日常でこの台詞を使う場面はないだろうが、さらりと伝わりやすいフレーズで関係性を固定しようとする鶴見中尉の人たらし術が集約されている。
対人関係というあやふやなものを先手で言葉に表し、己のいいように誘導する手腕に優れたある種のカリスマ性が見て取れる一言。
この世に生まれ落ちて命をどう使うか 私はそれでいい(土方歳三/第18巻第176話)

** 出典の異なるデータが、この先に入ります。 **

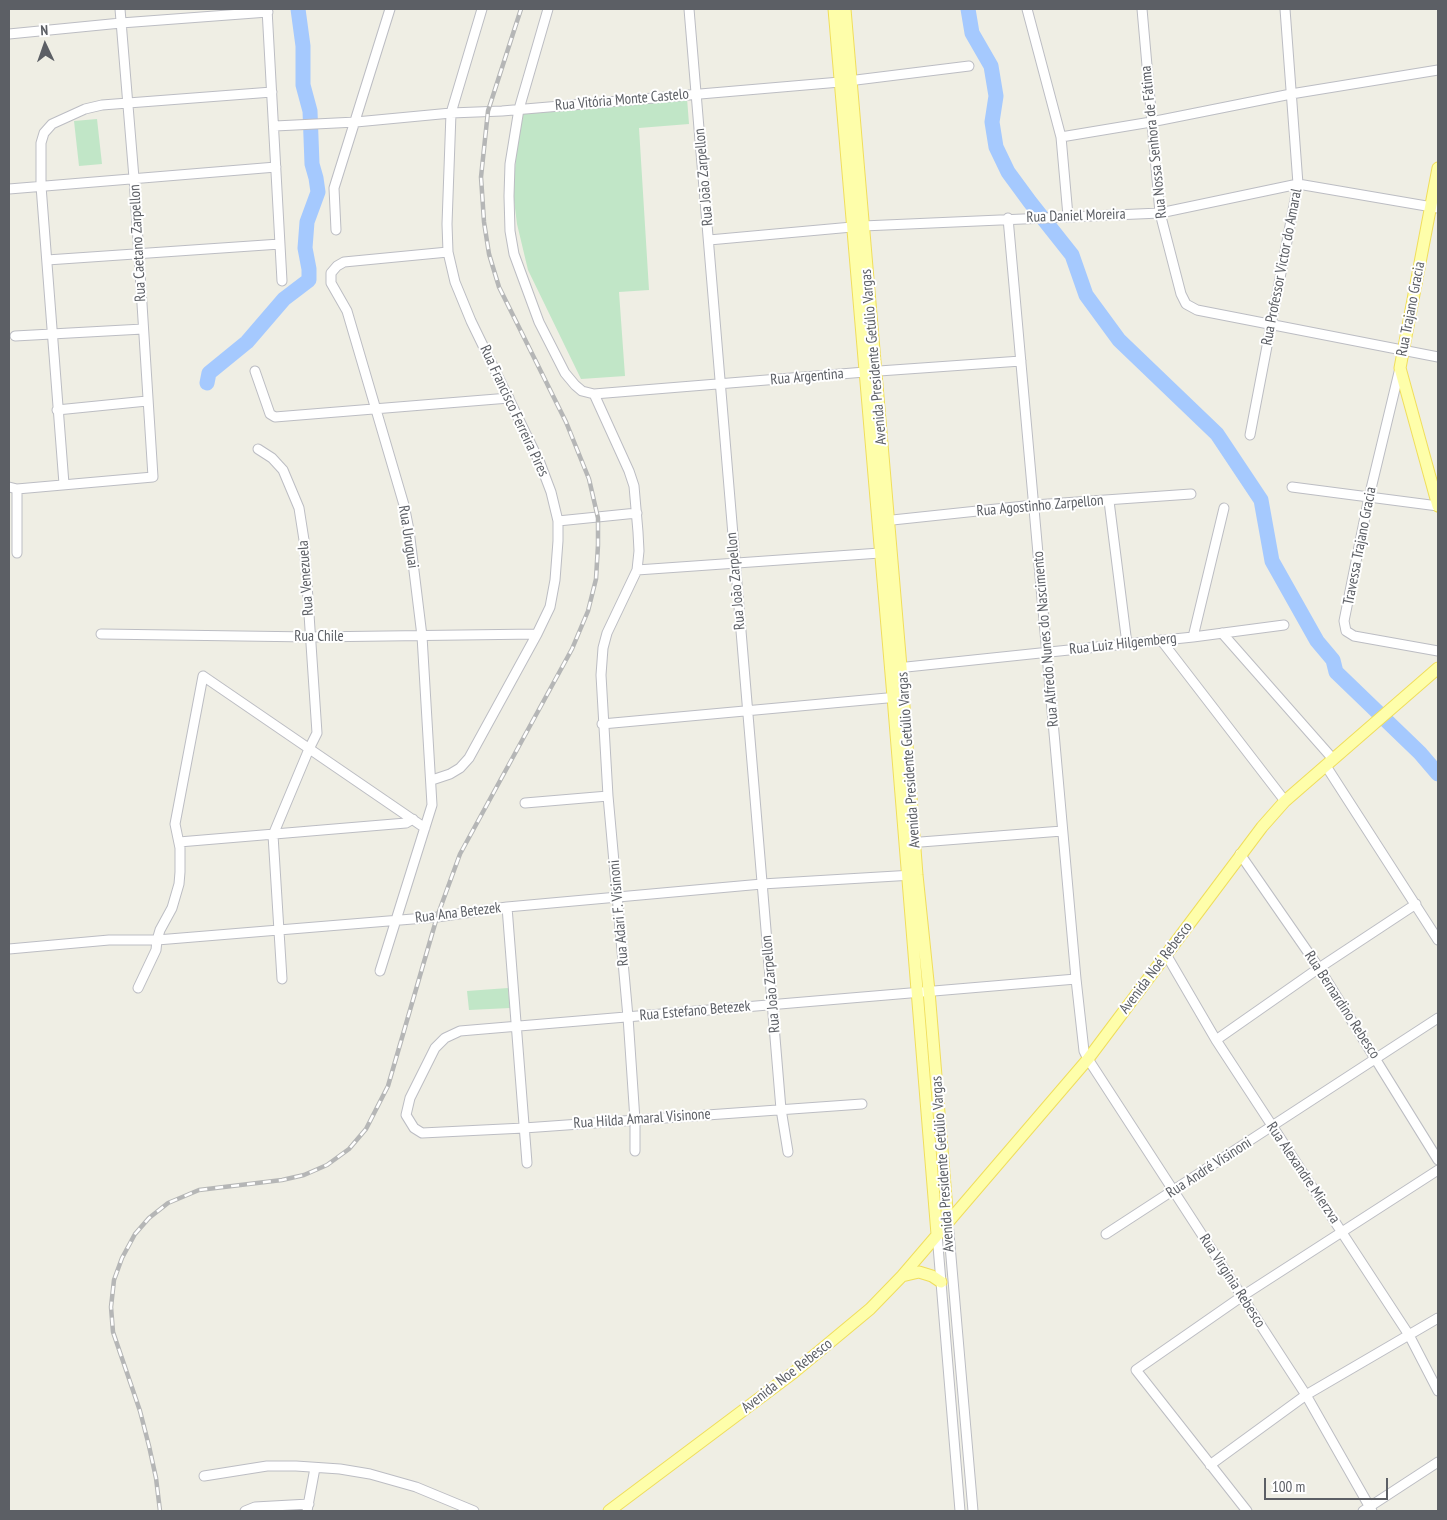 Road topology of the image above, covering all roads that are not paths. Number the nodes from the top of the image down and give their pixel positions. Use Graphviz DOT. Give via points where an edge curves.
graph roads {
  1 [pos="120,9"];
  2 [pos="390,9"];
  3 [pos="482,9"];
  4 [pos="548,9"];
  5 [pos="689,9"];
  6 [pos="834,9"];
  7 [pos="845,9"];
  8 [pos="1027,9"];
  9 [pos="1142,9"];
  10 [pos="1285,9"];
  11 [pos="268,10"];
  12 [pos="121,23"];
  13 [pos="9,34"];
  14 [pos="969,66"];
  15 [pos="1438,70"];
  16 [pos="845,81"];
  17 [pos="272,92"];
  18 [pos="696,94"];
  19 [pos="1291,94"];
  20 [pos="127,102"];
  21 [pos="519,109"];
  22 [pos="451,113"];
  23 [pos="356,122"];
  24 [pos="1151,122"];
  25 [pos="274,126"];
  26 [pos="1061,137"];
  27 [pos="276,168"];
  28 [pos="1438,168"];
  29 [pos="134,178"];
  30 [pos="1298,184"];
  31 [pos="41,186"];
  32 [pos="9,188"];
  33 [pos="1434,208"];
  34 [pos="1160,213"];
  35 [pos="1068,216"];
  36 [pos="1008,218"];
  37 [pos="857,226"];
  38 [pos="336,230"];
  39 [pos="709,240"];
  40 [pos="280,244"];
  41 [pos="448,252"];
  42 [pos="138,253"];
  43 [pos="47,260"];
  44 [pos="282,281"];
  45 [pos="1272,323"];
  46 [pos="142,329"];
  47 [pos="52,334"];
  48 [pos="15,336"];
  49 [pos="1403,350"];
  50 [pos="1438,357"];
  51 [pos="1021,362"];
  52 [pos="1400,368"];
  53 [pos="255,371"];
  54 [pos="870,372"];
  55 [pos="720,384"];
  56 [pos="594,394"];
  57 [pos="509,398"];
  58 [pos="148,401"];
  59 [pos="57,410"];
  60 [pos="375,410"];
  61 [pos="1250,435"];
  62 [pos="258,449"];
  63 [pos="64,484"];
  64 [pos="1292,487"];
  65 [pos="13,488"];
  66 [pos="1191,494"];
  67 [pos="1369,497"];
  68 [pos="1109,501"];
  69 [pos="1034,505"];
  70 [pos="1438,506"];
  71 [pos="1224,508"];
  72 [pos="637,513"];
  73 [pos="558,521"];
  74 [pos="883,521"];
  75 [pos="17,553"];
  76 [pos="880,553"];
  77 [pos="735,564"];
  78 [pos="637,570"];
  79 [pos="1284,625"];
  80 [pos="1222,633"];
  81 [pos="101,634"];
  82 [pos="537,634"];
  83 [pos="422,636"];
  84 [pos="310,637"];
  85 [pos="1193,637"];
  86 [pos="1161,640"];
  87 [pos="1127,644"];
  88 [pos="1438,651"];
  89 [pos="1047,652"];
  90 [pos="896,668"];
  91 [pos="1438,668"];
  92 [pos="898,697"];
  93 [pos="748,711"];
  94 [pos="602,724"];
  95 [pos="309,750"];
  96 [pos="1330,762"];
  97 [pos="432,780"];
  98 [pos="608,796"];
  99 [pos="1285,802"];
  100 [pos="525,803"];
  101 [pos="413,819"];
  102 [pos="425,828"];
  103 [pos="1062,831"];
  104 [pos="273,835"];
  105 [pos="179,842"];
  106 [pos="910,842"];
  107 [pos="1240,854"];
  108 [pos="912,875"];
  109 [pos="762,884"];
  110 [pos="618,897"];
  111 [pos="1416,904"];
  112 [pos="507,906"];
  113 [pos="396,920"];
  114 [pos="279,930"];
  115 [pos="157,940"];
  116 [pos="1438,940"];
  117 [pos="9,949"];
  118 [pos="1167,956"];
  119 [pos="1319,968"];
  120 [pos="380,971"];
  121 [pos="282,979"];
  122 [pos="1076,979"];
  123 [pos="138,988"];
  124 [pos="929,991"];
  125 [pos="917,992"];
  126 [pos="772,1004"];
  127 [pos="628,1017"];
  128 [pos="1438,1018"];
  129 [pos="516,1027"];
  130 [pos="1216,1040"];
  131 [pos="1376,1058"];
  132 [pos="1088,1059"];
  133 [pos="862,1104"];
  134 [pos="781,1108"];
  135 [pos="635,1120"];
  136 [pos="1272,1127"];
  137 [pos="524,1128"];
  138 [pos="422,1133"];
  139 [pos="635,1151"];
  140 [pos="788,1152"];
  141 [pos="1438,1160"];
  142 [pos="527,1164"];
  143 [pos="1438,1170"];
  144 [pos="1174,1190"];
  145 [pos="948,1222"];
  146 [pos="1343,1233"];
  147 [pos="937,1234"];
  148 [pos="1106,1234"];
  149 [pos="902,1276"];
  150 [pos="941,1282"];
  151 [pos="1241,1297"];
  152 [pos="1438,1318"];
  153 [pos="1409,1335"];
  154 [pos="1438,1391"];
  155 [pos="1306,1395"];
  156 [pos="963,1406"];
  157 [pos="952,1407"];
  158 [pos="1438,1462"];
  159 [pos="1210,1465"];
  160 [pos="315,1468"];
  161 [pos="204,1476"];
  162 [pos="308,1507"];
  163 [pos="1369,1510"];
  164 [pos="245,1511"];
  165 [pos="474,1511"];
  166 [pos="609,1511"];
  167 [pos="960,1511"];
  168 [pos="973,1511"];
  169 [pos="1247,1511"];
  1 -- 12 [label="street, Rua Caetano Zarpellon"];
  2 -- 23 [label="street"];
  3 -- 22 [label="street, Rua Francisco Ferreira Pires"];
  4 -- 21 [label="street"];
  5 -- 18 [label="street, Rua João Zarpellon"];
  6 -- 16 [label="main road, Avenida Presidente Getúlio Vargas"];
  7 -- 16 [label="main road, Avenida Presidente Getúlio Vargas"];
  8 -- 26 [label="street"];
  9 -- 24 [label="street, Rua Nossa Senhora de Fátima"];
  10 -- 19 [label="street, Rua Professor Victor do Amaral"];
  11 -- 12 [label="street"];
  11 -- 17 [label="street"];
  12 -- 13 [label="street"];
  12 -- 20 [label="street, Rua Caetano Zarpellon"];
  14 -- 16 [label="street, Rua Vitória Monte Castelo"];
  15 -- 19 [label="street"];
  16 -- 18 [label="street, Rua Vitória Monte Castelo"];
  16 -- 37 [label="main road, Avenida Presidente Getúlio Vargas"];
  17 -- 20 [label="street"];
  17 -- 25 [label="street"];
  18 -- 21 [label="street, Rua Vitória Monte Castelo"];
  18 -- 39 [label="street, Rua João Zarpellon"];
  19 -- 24 [label="street"];
  19 -- 30 [label="street, Rua Professor Victor do Amaral"];
  20 -- 29 [label="street, Rua Caetano Zarpellon"];
  20 -- 31 [label="street" via="85,109 52,124 41,143"];
  21 -- 22 [label="street, Rua Vitória Monte Castelo"];
  21 -- 56 [label="street" via="510,164 510,231 514,254 540,322 565,372 582,391"];
  22 -- 23 [label="street, Rua Vitória Monte Castelo"];
  22 -- 41 [label="street, Rua Francisco Ferreira Pires"];
  23 -- 25 [label="street, Rua Vitória Monte Castelo"];
  23 -- 38 [label="street" via="334,188"];
  24 -- 26 [label="street"];
  24 -- 34 [label="street, Rua Nossa Senhora de Fátima"];
  25 -- 27 [label="street"];
  26 -- 35 [label="street"];
  27 -- 29 [label="street"];
  27 -- 40 [label="street"];
  28 -- 33 [label="main road, Rua Trajano Gracia"];
  29 -- 31 [label="street"];
  29 -- 42 [label="street, Rua Caetano Zarpellon"];
  30 -- 33 [label="street, Rua Daniel Moreira"];
  30 -- 34 [label="street, Rua Daniel Moreira"];
  30 -- 45 [label="street, Rua Professor Victor do Amaral"];
  31 -- 32 [label="street"];
  31 -- 43 [label="street"];
  33 -- 49 [label="main road, Rua Trajano Gracia"];
  34 -- 35 [label="street, Rua Daniel Moreira"];
  34 -- 45 [label="street, Rua Nossa Senhora de Fátima" via="1180,294 1186,304 1197,310"];
  35 -- 36 [label="street, Rua Daniel Moreira"];
  36 -- 37 [label="street, Rua Daniel Moreira"];
  36 -- 51 [label="street, Rua Alfredo Nunes do Nascimento"];
  37 -- 39 [label="street, Rua Daniel Moreira"];
  37 -- 54 [label="main road, Avenida Presidente Getúlio Vargas"];
  39 -- 55 [label="street, Rua João Zarpellon"];
  40 -- 42 [label="street"];
  40 -- 44 [label="street"];
  41 -- 57 [label="street, Rua Francisco Ferreira Pires" via="455,282"];
  41 -- 60 [label="street, Rua Uruguai" via="344,262 331,273 331,283 347,311"];
  42 -- 43 [label="street"];
  42 -- 46 [label="street, Rua Caetano Zarpellon"];
  43 -- 47 [label="street"];
  45 -- 49 [label="street"];
  45 -- 61 [label="street, Rua Professor Victor do Amaral"];
  46 -- 47 [label="street"];
  46 -- 58 [label="street, Rua Caetano Zarpellon"];
  47 -- 48 [label="street"];
  47 -- 59 [label="street"];
  49 -- 50 [label="street"];
  49 -- 52 [label="main road, Rua Trajano Gracia"];
  51 -- 54 [label="street, Rua Argentina"];
  51 -- 69 [label="street, Rua Alfredo Nunes do Nascimento"];
  52 -- 67 [label="street, Travessa Trajano Gracia"];
  52 -- 70 [label="main road, Rua Trajano Gracia"];
  53 -- 60 [label="street" via="270,414 275,417"];
  54 -- 55 [label="street, Rua Argentina"];
  54 -- 74 [label="main road, Avenida Presidente Getúlio Vargas"];
  55 -- 56 [label="street, Rua Argentina"];
  55 -- 77 [label="street, Rua João Zarpellon"];
  56 -- 72 [label="street" via="629,471"];
  57 -- 60 [label="street"];
  57 -- 73 [label="street, Rua Francisco Ferreira Pires" via="540,463"];
  58 -- 59 [label="street"];
  58 -- 63 [label="street, Rua Caetano Zarpellon" via="153,477"];
  59 -- 63 [label="street"];
  60 -- 83 [label="street, Rua Uruguai" via="404,505"];
  62 -- 84 [label="street, Rua Venezuela" via="283,470 299,508"];
  63 -- 65 [label="street"];
  64 -- 67 [label="street"];
  65 -- 75 [label="street"];
  66 -- 68 [label="street, Rua Agostinho Zarpellon"];
  67 -- 70 [label="street"];
  67 -- 88 [label="street, Travessa Trajano Gracia" via="1344,621 1346,631 1354,636"];
  68 -- 69 [label="street, Rua Agostinho Zarpellon"];
  68 -- 87 [label="street"];
  69 -- 74 [label="street, Rua Agostinho Zarpellon"];
  69 -- 89 [label="street, Rua Alfredo Nunes do Nascimento"];
  71 -- 85 [label="street"];
  72 -- 73 [label="street"];
  72 -- 78 [label="street"];
  73 -- 82 [label="street, Rua Francisco Ferreira Pires" via="550,607"];
  74 -- 76 [label="main road, Avenida Presidente Getúlio Vargas"];
  74 -- 90 [label="main road, Avenida Presidente Getúlio Vargas"];
  76 -- 77 [label="street"];
  76 -- 90 [label="main road, Avenida Presidente Getúlio Vargas"];
  77 -- 78 [label="street"];
  77 -- 93 [label="street, Rua João Zarpellon"];
  78 -- 94 [label="street, Rua Adari F. Visinoni" via="603,648"];
  79 -- 80 [label="street, Rua Luiz Hilgemberg"];
  80 -- 85 [label="street, Rua Luiz Hilgemberg"];
  80 -- 96 [label="street"];
  81 -- 84 [label="street, Rua Chile"];
  82 -- 83 [label="street, Rua Chile"];
  82 -- 97 [label="street, Rua Francisco Ferreira Pires" via="469,758 450,774"];
  83 -- 84 [label="street, Rua Chile"];
  83 -- 97 [label="street, Rua Uruguai"];
  84 -- 95 [label="street, Rua Venezuela" via="317,733"];
  85 -- 86 [label="street, Rua Luiz Hilgemberg"];
  86 -- 87 [label="street, Rua Luiz Hilgemberg"];
  86 -- 99 [label="street"];
  87 -- 89 [label="street, Rua Luiz Hilgemberg"];
  89 -- 90 [label="street, Rua Luiz Hilgemberg"];
  89 -- 103 [label="street, Rua Alfredo Nunes do Nascimento"];
  90 -- 92 [label="main road, Avenida Presidente Getúlio Vargas"];
  91 -- 96 [label="main road, Avenida Noé Rebesco"];
  92 -- 93 [label="street"];
  92 -- 106 [label="main road, Avenida Presidente Getúlio Vargas"];
  93 -- 94 [label="street"];
  93 -- 109 [label="street, Rua João Zarpellon"];
  94 -- 98 [label="street, Rua Adari F. Visinoni"];
  95 -- 101 [label="street"];
  95 -- 104 [label="street, Rua Venezuela"];
  95 -- 105 [label="street" via="203,676 174,824"];
  96 -- 99 [label="main road, Avenida Noé Rebesco"];
  96 -- 111 [label="street"];
  97 -- 102 [label="street, Rua Uruguai" via="432,805"];
  98 -- 100 [label="street"];
  98 -- 110 [label="street, Rua Adari F. Visinoni"];
  99 -- 107 [label="main road, Avenida Noé Rebesco"];
  101 -- 102 [label="street"];
  101 -- 104 [label="street" via="406,823"];
  102 -- 113 [label="street, Rua Uruguai"];
  103 -- 106 [label="street"];
  103 -- 122 [label="street, Rua Alfredo Nunes do Nascimento"];
  104 -- 105 [label="street"];
  104 -- 114 [label="street"];
  105 -- 115 [label="street" via="179,884"];
  106 -- 108 [label="main road, Avenida Presidente Getúlio Vargas"];
  107 -- 118 [label="main road, Avenida Noé Rebesco"];
  107 -- 119 [label="street, Rua Bernardino Rebesco"];
  108 -- 109 [label="street, Rua Ana Betezek"];
  108 -- 124 [label="main road, Avenida Presidente Getúlio Vargas"];
  108 -- 125 [label="main road, Avenida Presidente Getúlio Vargas"];
  109 -- 110 [label="street, Rua Ana Betezek"];
  109 -- 126 [label="street, Rua João Zarpellon"];
  110 -- 112 [label="street, Rua Ana Betezek"];
  110 -- 127 [label="street, Rua Adari F. Visinoni"];
  111 -- 116 [label="street"];
  111 -- 119 [label="street"];
  112 -- 113 [label="street, Rua Ana Betezek"];
  112 -- 129 [label="street"];
  113 -- 114 [label="street, Rua Ana Betezek"];
  113 -- 120 [label="street, Rua Uruguai"];
  114 -- 115 [label="street, Rua Ana Betezek"];
  114 -- 121 [label="street"];
  115 -- 117 [label="street, Rua Ana Betezek" via="109,940"];
  115 -- 123 [label="street" via="156,950"];
  118 -- 130 [label="street, Rua Alexandre Mierzva"];
  118 -- 132 [label="main road, Avenida Noé Rebesco"];
  119 -- 130 [label="street"];
  119 -- 131 [label="street, Rua Bernardino Rebesco"];
  122 -- 124 [label="street, Rua Estefano Betezek"];
  122 -- 132 [label="street, Rua Alfredo Nunes do Nascimento" via="1082,1040"];
  124 -- 125 [label="street, Rua Estefano Betezek"];
  124 -- 145 [label="main road, Avenida Presidente Getúlio Vargas"];
  125 -- 126 [label="street, Rua Estefano Betezek"];
  125 -- 147 [label="main road, Avenida Presidente Getúlio Vargas"];
  126 -- 127 [label="street, Rua Estefano Betezek"];
  126 -- 134 [label="street, Rua João Zarpellon"];
  127 -- 129 [label="street, Rua Estefano Betezek"];
  127 -- 135 [label="street, Rua Adari F. Visinoni"];
  128 -- 131 [label="street, Rua André Visinoni"];
  129 -- 137 [label="street"];
  129 -- 138 [label="street, Rua Estefano Betezek" via="460,1031 445,1038 435,1048 410,1098 406,1115 414,1128"];
  130 -- 136 [label="street, Rua Alexandre Mierzva"];
  131 -- 136 [label="street, Rua André Visinoni"];
  131 -- 141 [label="street, Rua Bernardino Rebesco"];
  132 -- 144 [label="street, Rua Virginia Rebesco"];
  132 -- 145 [label="main road, Avenida Noé Rebesco"];
  133 -- 134 [label="street, Rua Hilda Amaral Visinone"];
  134 -- 135 [label="street, Rua Hilda Amaral Visinone"];
  134 -- 140 [label="street, Rua João Zarpellon"];
  135 -- 137 [label="street, Rua Hilda Amaral Visinone"];
  135 -- 139 [label="street, Rua Adari F. Visinoni"];
  136 -- 144 [label="street, Rua André Visinoni"];
  136 -- 146 [label="street, Rua Alexandre Mierzva"];
  137 -- 138 [label="street, Rua Hilda Amaral Visinone"];
  137 -- 142 [label="street"];
  143 -- 146 [label="street"];
  144 -- 148 [label="street, Rua André Visinoni"];
  144 -- 151 [label="street, Rua Virginia Rebesco"];
  145 -- 147 [label="main road, Avenida Noe Rebesco"];
  145 -- 156 [label="street, Avenida Presidente Getúlio Vargas"];
  146 -- 151 [label="street"];
  146 -- 153 [label="street, Rua Alexandre Mierzva"];
  147 -- 149 [label="main road, Avenida Noe Rebesco"];
  147 -- 150 [label="street, Avenida Presidente Getúlio Vargas"];
  149 -- 150 [label="main road" via="919,1272"];
  149 -- 166 [label="main road, Avenida Noe Rebesco" via="843,1333"];
  150 -- 157 [label="street, Avenida Presidente Getúlio Vargas"];
  151 -- 155 [label="street, Rua Virginia Rebesco"];
  151 -- 159 [label="street" via="1136,1370"];
  152 -- 153 [label="street"];
  153 -- 154 [label="street, Rua Alexandre Mierzva"];
  153 -- 155 [label="street"];
  155 -- 159 [label="street"];
  155 -- 163 [label="street, Rua Virginia Rebesco"];
  156 -- 157 [label="street"];
  156 -- 168 [label="street, Avenida Presidente Getúlio Vargas"];
  157 -- 167 [label="street, Avenida Presidente Getúlio Vargas"];
  158 -- 163 [label="street"];
  159 -- 169 [label="street"];
  160 -- 161 [label="street" via="267,1466"];
  160 -- 162 [label="street"];
  160 -- 165 [label="street" via="370,1474 416,1487"];
  162 -- 164 [label="street" via="255,1507"];
}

入れ墨の囚人・関谷輪一郎(せきや わいちろう)の奸計により攫われた土方歳三。
関谷は善良な男だったが、すぐ隣を歩いていた愛娘を落雷で失ったことが切っ掛けで、毒を駆使して人の運を試すようになった。
己の命は助かり、娘の命が奪われてしまった事で神を信じられなくなった関谷は、毒と無毒の丸薬を織り交ぜて標的に定めたものに飲ませ、犠牲となるものの運を試す行為を繰り返す。
土方にもトリカブト、ストリキニーネ、フグ毒、青酸カリを仕込んだ蚕の繭を選択させ飲ませたが、土方は度胸と若いころの薬売りの知識を駆使し、毒の効果を相殺する手を密かに打ち生き延びた。
瀕死だと油断していた土方の一刀で致命傷を負った関谷は、ようやく下された神の裁きだと言って事切れる。
その亡骸を前に、土方は「神のことはよくわからん」と言い、この台詞を口にする。
残酷な現実を前にすると、関谷のように人の思惑を超えたもののせいだと片付けたくなる時もある。
しかし土方は、経験と度胸が運命を引き寄せた、とどこまでも能動的で現実的である。
まとめ
以上、『ゴールデンカムイ』の名言を厳選して15個紹介した。
ここに上げたのはごく一部だ。
一巻ごとに名言・名場面・変顔・笑える場面のゴールドラッシュな『ゴールデンカムイ』。
大人な諸氏にはぜひお手に取って頂き、北海道からロシアに及ぶ血沸き肉躍る冒険活劇をご堪能頂きたい。